Take a Family Conservation Trip

"As a parent myself, having raised a child in the world today, I think exposing them to the natural world as much as you can, letting them see that we're not alone and the world is full of other types of animals that have their own lives, that use habitat in different ways than we do [is important]," says Godfrey.

There are various conservation vacation destinations across the world that families can travel to, and hotels that participate in conservation efforts. For example, the Sea Turtle Conservancy has been working with the Four Seasons Resort Nevis to protect sea turtles in the region, and families can participate in the annual Sea Turtle Summer Camp package to learn all about the animals through marine-themed activities. Programs like these help kids build a love and care for the marine world that they will carry with them as they grow.

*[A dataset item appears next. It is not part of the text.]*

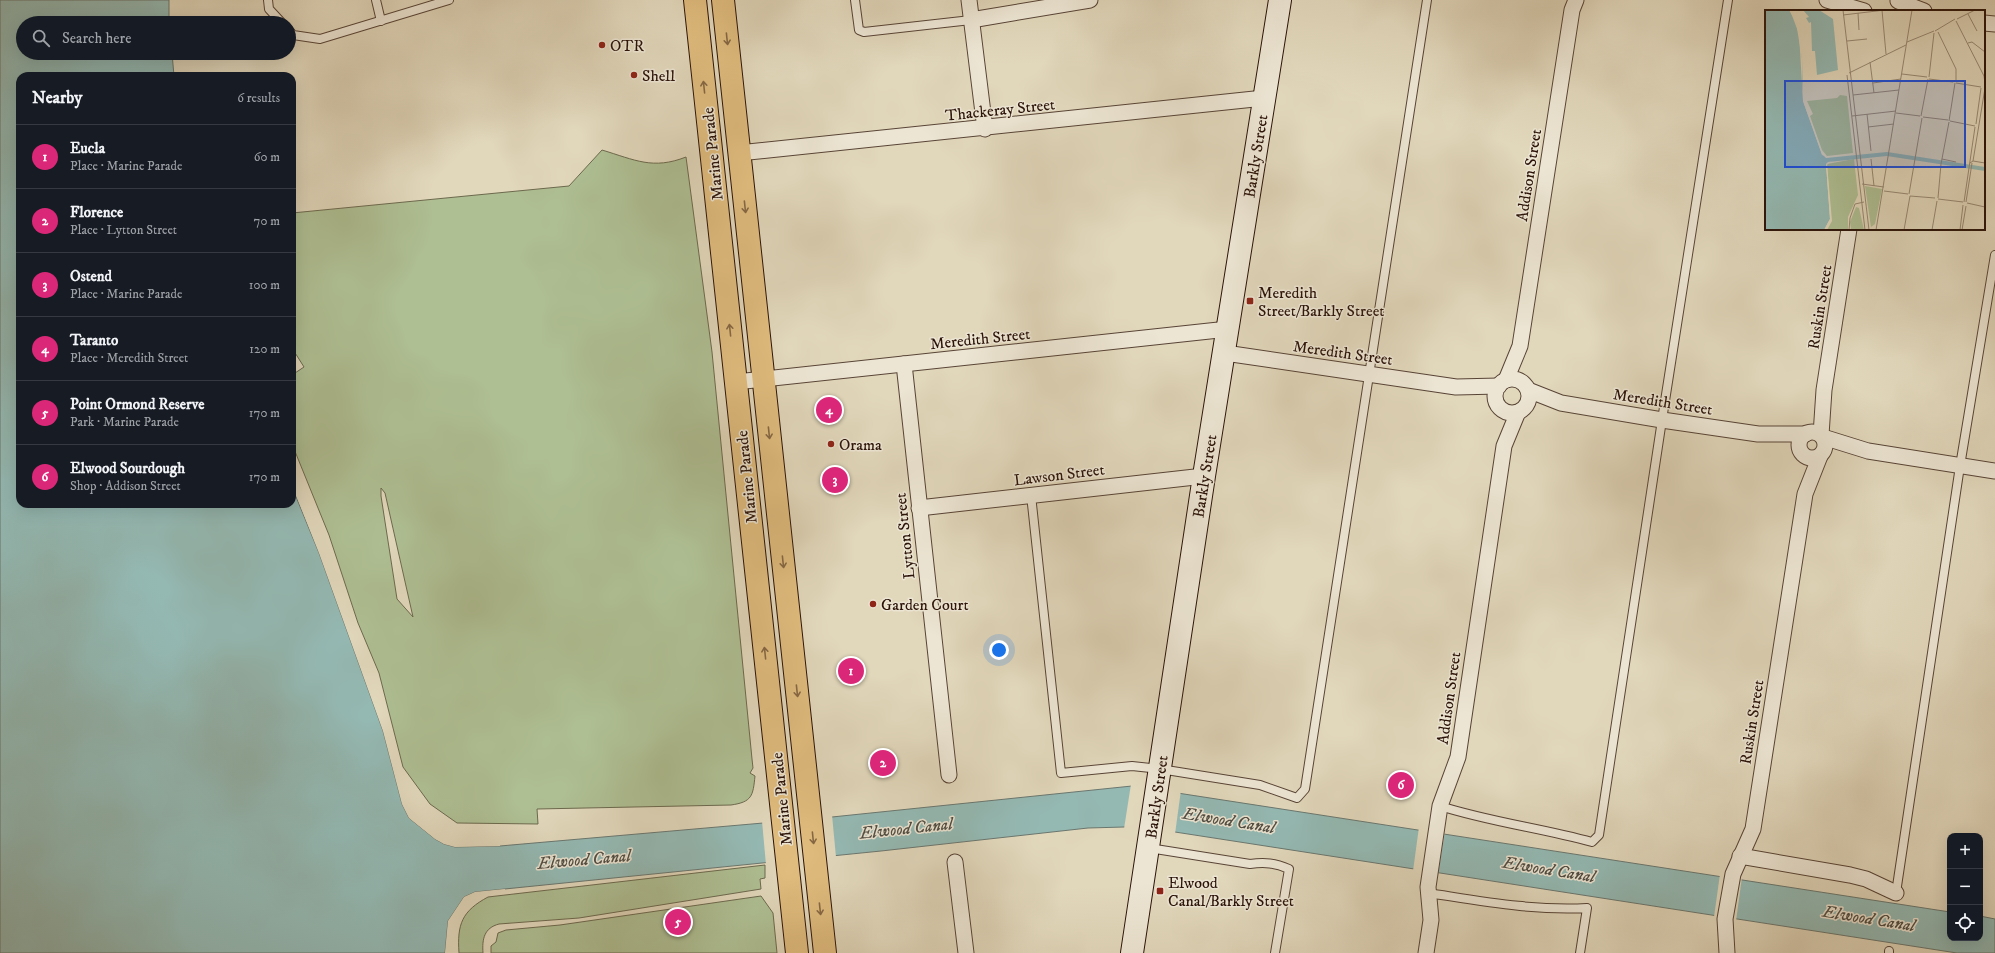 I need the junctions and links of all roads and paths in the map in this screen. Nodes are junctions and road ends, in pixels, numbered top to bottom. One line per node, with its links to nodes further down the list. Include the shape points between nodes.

Engage With Ocean Life Right at Home

Experiencing marine adventures firsthand is great, but it's not feasible for every family to take a trip to the beach each year. The good news is there are ways to engage kids at home. You can pick up marine books to read together or have a movie night. "A lot of kids first learn about the ocean through fiction; I'd be shocked to find anyone under the age of 10 who doesn't love either SpongeBob SquarePants, Finding Nemo, or The Little Mermaid. Help build on this love by teaching them about the real sea life behind their favorite flicks," says Britta Baechler, Ph.D., senior manager of ocean plastics research at the Ocean Conservancy. "Nature documentaries like Blue Planet II are also great ways to see beloved cartoon characters in a whole new light, and maybe meet some new ocean friends, too."

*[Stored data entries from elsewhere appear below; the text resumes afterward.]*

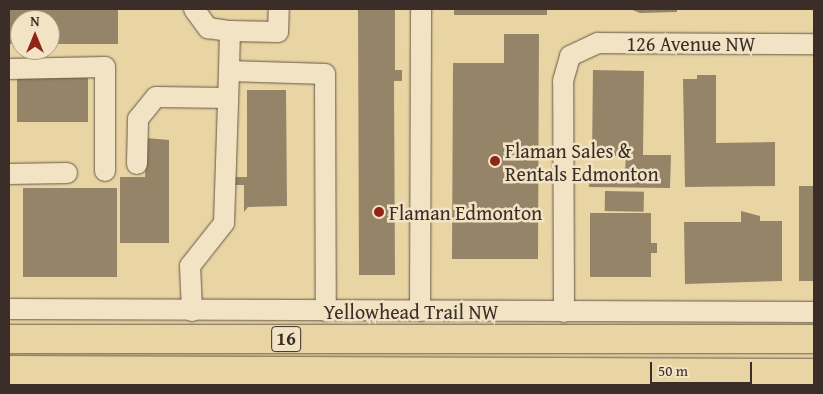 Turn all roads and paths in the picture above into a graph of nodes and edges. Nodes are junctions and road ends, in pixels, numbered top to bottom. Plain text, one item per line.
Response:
1 (194, 9) edge
2 (279, 9) edge
3 (421, 9) edge
4 (230, 31) junction
5 (814, 44) edge
6 (9, 68) edge
7 (229, 71) junction
8 (228, 98) junction
9 (137, 164) dead end
10 (105, 171) dead end
11 (67, 173) dead end
12 (9, 174) edge
13 (9, 309) edge
14 (192, 310) junction
15 (326, 311) junction
16 (420, 311) junction
17 (564, 312) junction
18 (814, 312) edge
19 (9, 339) edge
20 (814, 339) edge
21 (9, 370) edge
22 (814, 373) edge

1 - 4 street
2 - 4 street
3 - 16 street
4 - 7 street
5 - 17 street, 126 Avenue NW
6 - 10 street
7 - 8 street
7 - 15 street
8 - 9 street
8 - 14 street
11 - 12 street
13 - 14 street, Yellowhead Trail NW
14 - 15 street, Yellowhead Trail NW
15 - 16 street, Yellowhead Trail NW
16 - 17 street, Yellowhead Trail NW
17 - 18 street, Yellowhead Trail NW
19 - 20 highway, Yellowhead Trail NW / 16
21 - 22 highway, 16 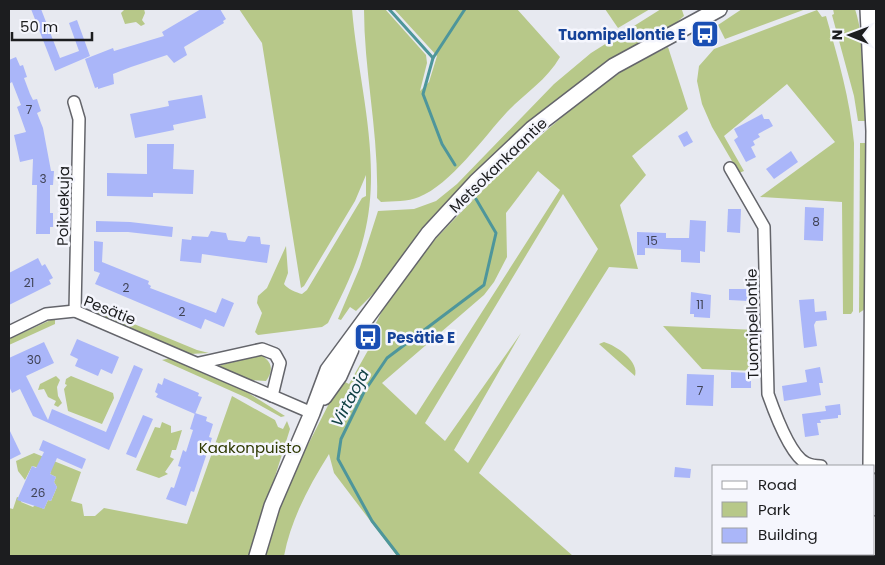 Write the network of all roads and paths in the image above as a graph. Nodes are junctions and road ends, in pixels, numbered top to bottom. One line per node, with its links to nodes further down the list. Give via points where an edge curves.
1 (719, 9): 9 (street, Metsokankaantie, via 614,66 532,129 476,182 429,233 361,325 339,376)
2 (866, 12): 11 (street, via 874,131)
3 (74, 102): 5 (street, Poikuekuja, via 79,119)
4 (730, 168): 10 (street, Tuomipellontie, via 764,227 768,394 775,414 798,455 806,463)
5 (75, 312): 6 (street, Pesätie, via 46,314); 7 (street, Pesätie)
6 (9, 332)
7 (198, 363): 8 (street, Pesätie); 8 (street, via 262,349 275,354 280,363)
8 (272, 396): 9 (street, Pesätie)
9 (312, 413): 13 (street, Metsokankaantie, via 272,506)
10 (816, 465)
11 (871, 465)
12 (875, 540): 14 (street)
13 (257, 556)
14 (876, 556)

Keep Up With Conservation Groups

Families can donate to marine conservation groups around the world and also engage with their efforts. The Sea Turtle Conservancy, for example, has developed a research program that involves using satellite tracking to track specific turtles as they swim through the ocean for scientific purposes, as well as for conservation and education. The organization encourages families to join in on the fun by following the journey of the turtles for free online through a program called Tour de Turtles Marathon. "Whichever of the turtles travels the furthest in the course of three months will be the winner," says Godfrey. And each turtle races to raise awareness for a cause, including problematic lighting on shore that is bothersome to marine life, plastic in the environment, and commercial fishing.

Participate in a Local Coastal Cleanup

Regardless of whether you live on the coast or hundreds of miles inland, every piece of garbage you collect can make a difference, says Dr. Baechler. The Ocean Conservancy runs the International Coastal Cleanup (ICC), a beach and waterway cleanup effort. "Teach your kids about the importance of caring for our ocean and make joining a cleanup an annual tradition," she adds. Families can visit SignUpToCleanup.org to learn more about cleanups in their area.

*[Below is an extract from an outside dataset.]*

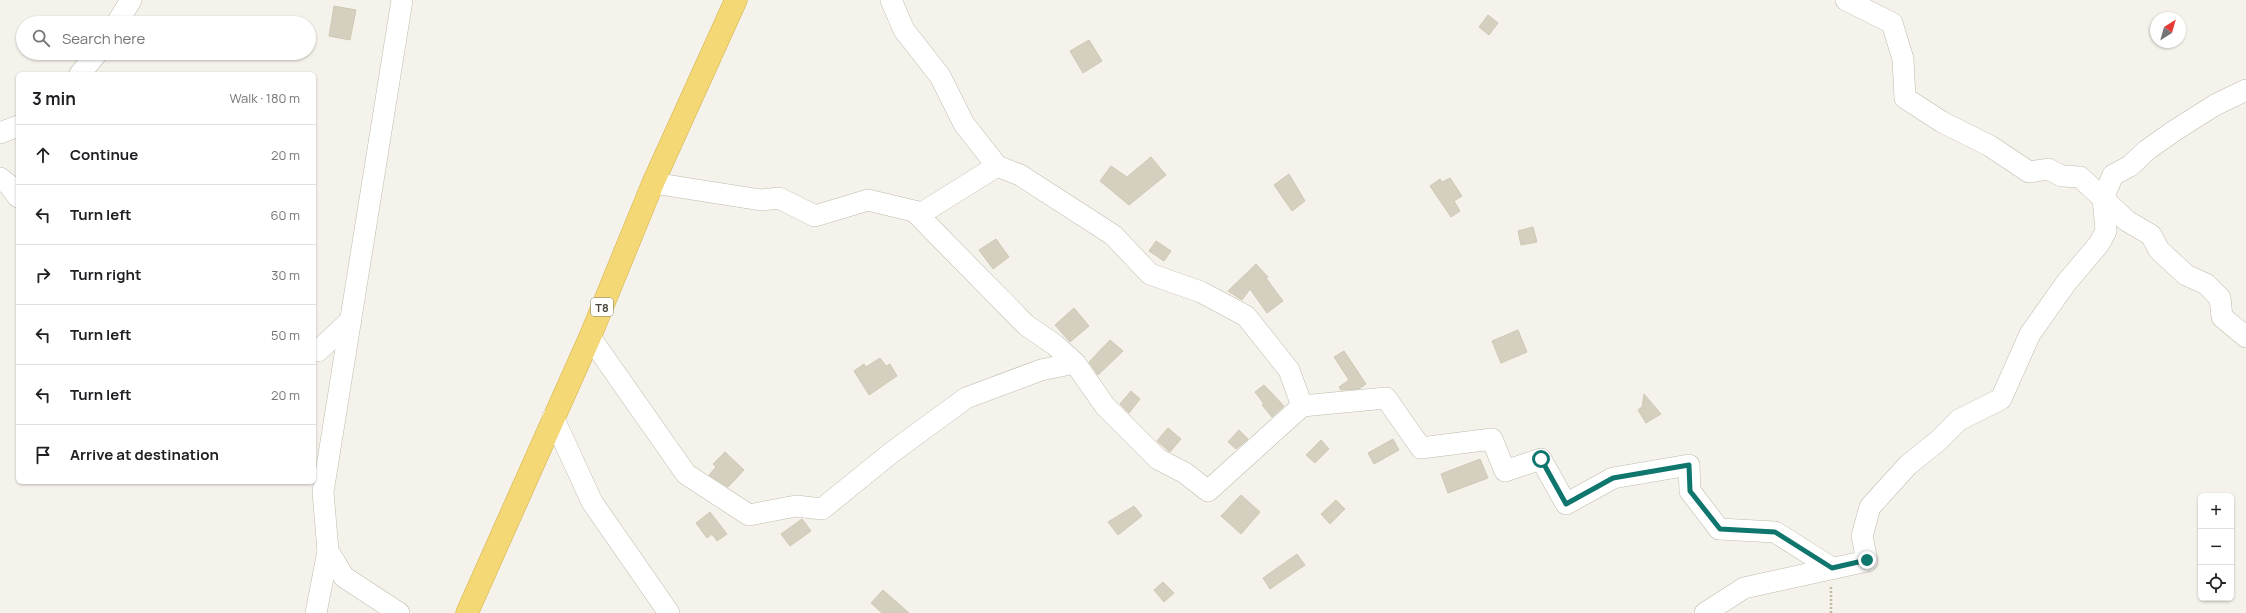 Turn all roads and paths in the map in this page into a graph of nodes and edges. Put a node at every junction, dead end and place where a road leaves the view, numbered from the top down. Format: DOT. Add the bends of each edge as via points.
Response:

A few more pluses? Volunteering has been found to increase empathy, improve mental health, and enhance teamwork and leadership skills.

Reduce Your Family's Use of Plastics

"So much of the plastic we use ends up in the water," says Godfrey. "It ends up in rivers, in streams, and those flow to the coast and so it all ends up in the ocean." Currents take those plastics and tend to accumulate them in specific areas where they break down into smaller pieces and then marine animals mistake them for food.

Families can make choices together to reduce their use of plastics at home and opt for recyclable items or alternative ones. "Plastic is almost like a gateway lesson," says Godfrey. "You learn about plastics and learn about how your use of them affects the natural world and that kind of opens up kids' minds to ask themselves, 'Well, what else do I do that affects the natural world?'" That can get them thinking about being conscious of other issues that affect the planet like water use and driving.

"Every family isn't going to sit around and solve climate change," adds Godfrey. "But you can sit around as a family and you can decide to make your footprint on the world a little less harmful to the natural world."